The University of Tel Aviv is hosting Avi Shlaim, the Iraqi-Israeli-British new historian for a lecture on King Hussein and Israel. Will he tell them what he wrote on page 8 of his new book?
It is ironic that Avi Shlaim confessed during a public debate in London that he ''never questioned the legitimacy of the Zionist movement or of the state of Israel''. Zionism, was above all, he said, ''the national liberation movement of the Jewish people, but it also upheld universal values like freedom, equality, socialism and peace''.
However, in that debate, three years ago, Shlaim stated that the occupation of Gaza and the West Bank made Zionism a ''catastrophic failure'' and therefore it could be regarded as the real enemy of the Jews. He also saw a link between Israel's conduct in the territories to the recent resurgence of anti-Semitism around the world.
But to what extent the Oxford Professor is indeed committed to the existence of the Jewish state where he grew up after emigrating from Iraq at the age of five?
At the Moshe Dayan Center for Middle Eastern and African studies he will be happy to talk about his new book "The Lion of Jordan". It is, however, hoped that he would also be challenged to explain what he wrote in the first chapter of his book. The quote speaks for itself:
"My own view is that the Balfour declaration was one of the worst mistakes in British foreign policy in the first half of the twentieth century. It involved a monumental injustice to the Palestinian Arabs and sowed the seeds of a never-ending conflict in the Middle East".

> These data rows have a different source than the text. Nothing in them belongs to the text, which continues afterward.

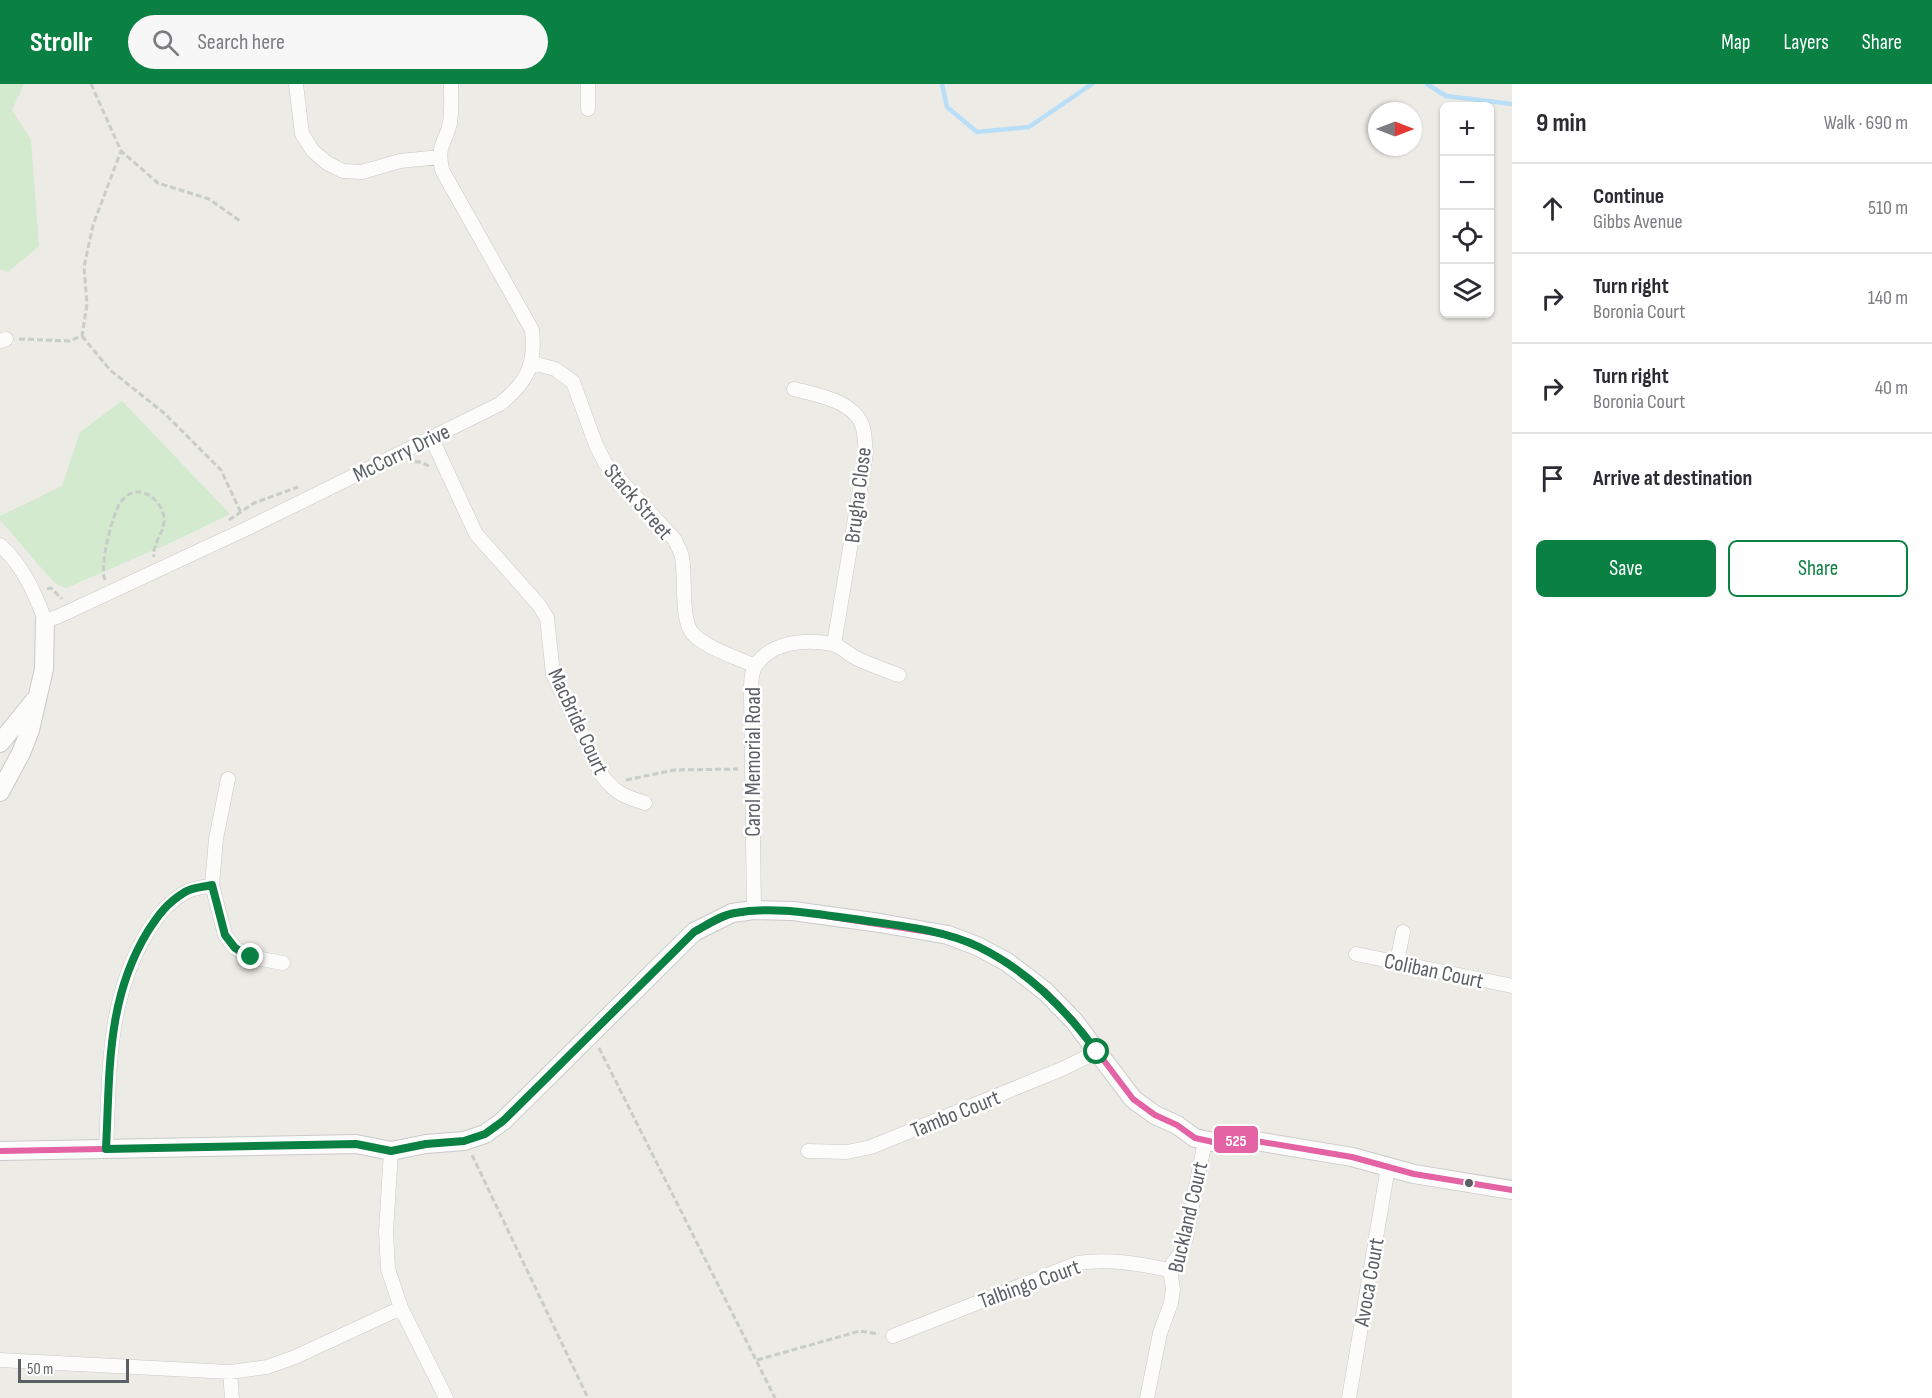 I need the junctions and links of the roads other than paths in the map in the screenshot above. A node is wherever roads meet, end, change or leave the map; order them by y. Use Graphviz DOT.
graph roads {
  1 [pos="296,84"];
  2 [pos="451,84"];
  3 [pos="588,84"];
  4 [pos="588,108"];
  5 [pos="440,157"];
  6 [pos="532,363"];
  7 [pos="794,389"];
  8 [pos="431,437"];
  9 [pos="0,545"];
  10 [pos="45,620"];
  11 [pos="834,644"];
  12 [pos="755,666"];
  13 [pos="899,675"];
  14 [pos="36,699"];
  15 [pos="0,743"];
  16 [pos="228,779"];
  17 [pos="0,792"];
  18 [pos="645,803"];
  19 [pos="212,885"];
  20 [pos="754,910"];
  21 [pos="1403,932"];
  22 [pos="1356,954"];
  23 [pos="1397,962"];
  24 [pos="283,963"];
  25 [pos="1512,986"];
  26 [pos="1097,1052"];
  27 [pos="1205,1140"];
  28 [pos="106,1149"];
  29 [pos="0,1150"];
  30 [pos="391,1151"];
  31 [pos="808,1152"];
  32 [pos="1388,1167"];
  33 [pos="1512,1190"];
  34 [pos="1170,1270"];
  35 [pos="401,1308"];
  36 [pos="893,1336"];
  37 [pos="0,1360"];
  38 [pos="230,1372"];
  39 [pos="232,1398"];
  40 [pos="446,1398"];
  41 [pos="1147,1398"];
  42 [pos="1349,1398"];
  1 -- 5 [label="street"];
  2 -- 5 [label="street"];
  3 -- 4 [label="street"];
  5 -- 6 [label="street, McCorry Drive"];
  6 -- 8 [label="street, McCorry Drive"];
  6 -- 12 [label="street, Stack Street"];
  7 -- 11 [label="street, Brugha Close"];
  8 -- 10 [label="street, McCorry Drive"];
  8 -- 18 [label="street, MacBride Court"];
  9 -- 10 [label="street"];
  10 -- 14 [label="street"];
  11 -- 12 [label="street, Carol Memorial Road"];
  11 -- 13 [label="street, Carol Memorial Road"];
  12 -- 20 [label="street, Carol Memorial Road"];
  14 -- 15 [label="street"];
  14 -- 17 [label="street"];
  16 -- 19 [label="street"];
  19 -- 24 [label="street"];
  19 -- 28 [label="street"];
  20 -- 26 [label="street"];
  20 -- 30 [label="street"];
  21 -- 23 [label="street"];
  22 -- 23 [label="street, Coliban Court"];
  23 -- 25 [label="street, Coliban Court"];
  26 -- 27 [label="street"];
  26 -- 31 [label="street, Tambo Court"];
  27 -- 32 [label="street"];
  27 -- 34 [label="street, Buckland Court"];
  28 -- 29 [label="street"];
  28 -- 30 [label="street"];
  30 -- 35 [label="street"];
  32 -- 33 [label="street"];
  32 -- 42 [label="street, Avoca Court"];
  34 -- 36 [label="street, Talbingo Court"];
  34 -- 41 [label="street, Buckland Court"];
  35 -- 38 [label="street"];
  35 -- 40 [label="street"];
  37 -- 38 [label="street"];
  38 -- 39 [label="street"];
}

If we assume that the declaration paved the way for the realization of the Zionist dream to establish a Jewish sovereign state in the region, the conclusion is inevitable. Shlaim, like many other "new historians", maintain that not only the declaration was a political blunder, but also a moral failure that deprived another nation of its rights.
One could be led to believe that after Israel was founded, the international community had to rally around her. But Shlaim never stopped accusing the state of war mongering since the first day of its existence, long before Six Day War. In his research works, as well as in public talks, he did not miss an opportunity to hold Israel responsible for the deadlock in the region. Kink Farouk of Egypt, King Abdullah of Jordan, President Husni Zaim of Syria, even President Nasser, all desired peace, but the Israelis rebuffed them, one after the other. For reasons known to him, he also chose to ignore Arab atrocities against the Israelis before 1967 and against the Yishuv before 1948, during which, according to him, the IDF enjoyed military superiority.
In his previous publications Shlaim based his research on the much disputed argument that Jewish leaders were, with King Abdullah of Jordan and the British, part of a sinister plan to deprive the Palestinians of their land.
The last war in Lebanon was no exception. In an article published by the Guardian, Shlaim described it as an act ''undertaken on false prospectus". He also wrote that Tony Blair's opposition to an immediate ceasefire in that war ''precipitated his downfall''.
But, according to his extreme leftist outlook, the key factor in the perpetuation of the conflict is America's support for Israel "in its savage colonial war against the Palestinian people". Blair, he argued, was a culprit long before Lebanon, since he did not object Washington's position that Israel should keep blocks of settlements around Jerusalem in the event of peace. "The nefarious Sharon-Bush pact", he added "was the most egregious British betrayal of the Palestinians since the Balfour Declaration of 1917".
Shlaim is said to have showed an interest in the Middle East after he served as an outside examiner on the doctoral thesis of the notorious academic Ilan Pappe who recently joined a British university. No wonder that the two participated last year in the "Israeli Apartheid Week" at the University of Oxford. In Tel-Aviv, at long last, he will have to come clean.